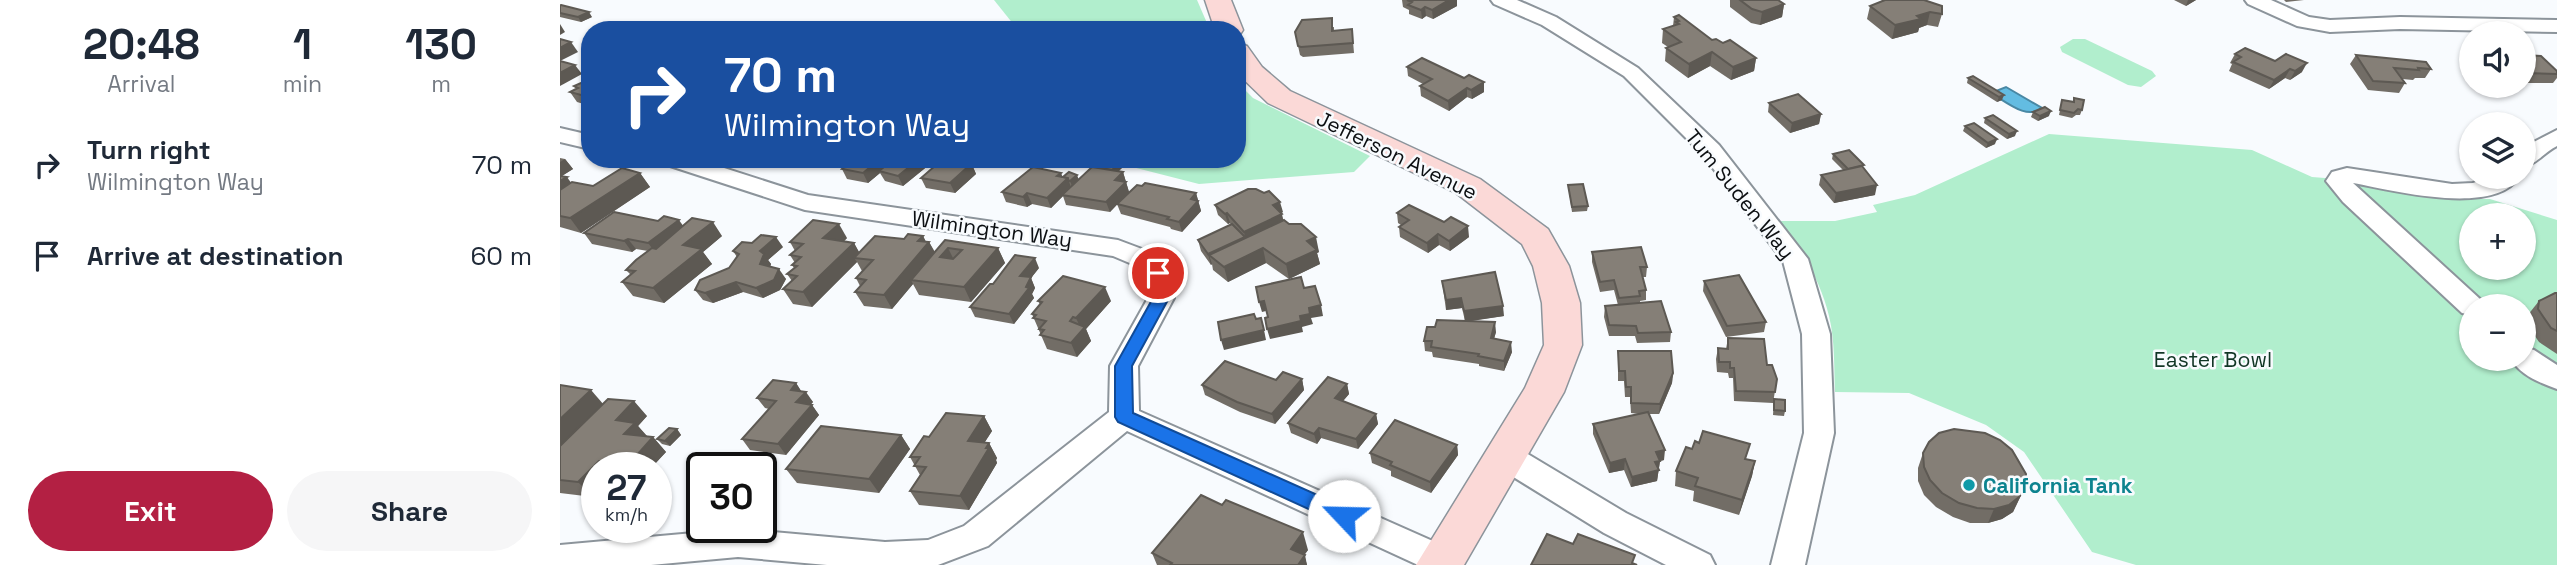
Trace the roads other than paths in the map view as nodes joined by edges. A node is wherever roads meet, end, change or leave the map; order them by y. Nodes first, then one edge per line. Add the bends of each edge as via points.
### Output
1 (1218, 0) edge
2 (1501, 0) edge
3 (2255, 0) edge
4 (1226, 21) edge
5 (2557, 26) edge
6 (1246, 65) edge
7 (560, 135) edge
8 (2557, 137) edge
9 (581, 140) edge
10 (2536, 148) edge
11 (701, 168) edge
12 (2476, 189) edge
13 (2459, 295) edge
14 (2536, 367) edge
15 (2557, 378) edge
16 (1124, 417) junction
17 (1506, 456) junction
18 (560, 559) edge
19 (1440, 562) edge
20 (1698, 565) edge
21 (1788, 565) edge

1 - 4 street
2 - 21 street, Tum Suden Way via 1549,21 1631,72 1711,150 1795,260 1816,334 1819,433
3 - 5 street via 2304,22 2330,26
6 - 17 street, Jefferson Avenue via 1279,97 1468,186 1536,237 1552,266 1561,303 1563,345 1544,392
7 - 9 street
8 - 10 street
11 - 16 street, Wilmington Way via 805,202 1118,248 1141,258 1158,273 1161,298 1124,366
12 - 13 street via 2451,191 2347,176 2338,181
14 - 15 street
16 - 18 street via 976,536 929,554 885,556 738,543
16 - 19 street
17 - 19 street, Jefferson Avenue
17 - 20 street via 1615,523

YOUR INSTRUCTIONS: From the first line to the last, output the records exactly without pictures.

TASK OUTPUT:
Trace the roads other than paths in the map view as nodes joined by edges. A node is wherever roads meet, end, change or leave the map; order them by y. Nodes first, then one edge per line. Add the bends of each edge as via points.
### Output
1 (1218, 0) edge
2 (1501, 0) edge
3 (2255, 0) edge
4 (1226, 21) edge
5 (2557, 26) edge
6 (1246, 65) edge
7 (560, 135) edge
8 (2557, 137) edge
9 (581, 140) edge
10 (2536, 148) edge
11 (701, 168) edge
12 (2476, 189) edge
13 (2459, 295) edge
14 (2536, 367) edge
15 (2557, 378) edge
16 (1124, 417) junction
17 (1506, 456) junction
18 (560, 559) edge
19 (1440, 562) edge
20 (1698, 565) edge
21 (1788, 565) edge

1 - 4 street
2 - 21 street, Tum Suden Way via 1549,21 1631,72 1711,150 1795,260 1816,334 1819,433
3 - 5 street via 2304,22 2330,26
6 - 17 street, Jefferson Avenue via 1279,97 1468,186 1536,237 1552,266 1561,303 1563,345 1544,392
7 - 9 street
8 - 10 street
11 - 16 street, Wilmington Way via 805,202 1118,248 1141,258 1158,273 1161,298 1124,366
12 - 13 street via 2451,191 2347,176 2338,181
14 - 15 street
16 - 18 street via 976,536 929,554 885,556 738,543
16 - 19 street
17 - 19 street, Jefferson Avenue
17 - 20 street via 1615,523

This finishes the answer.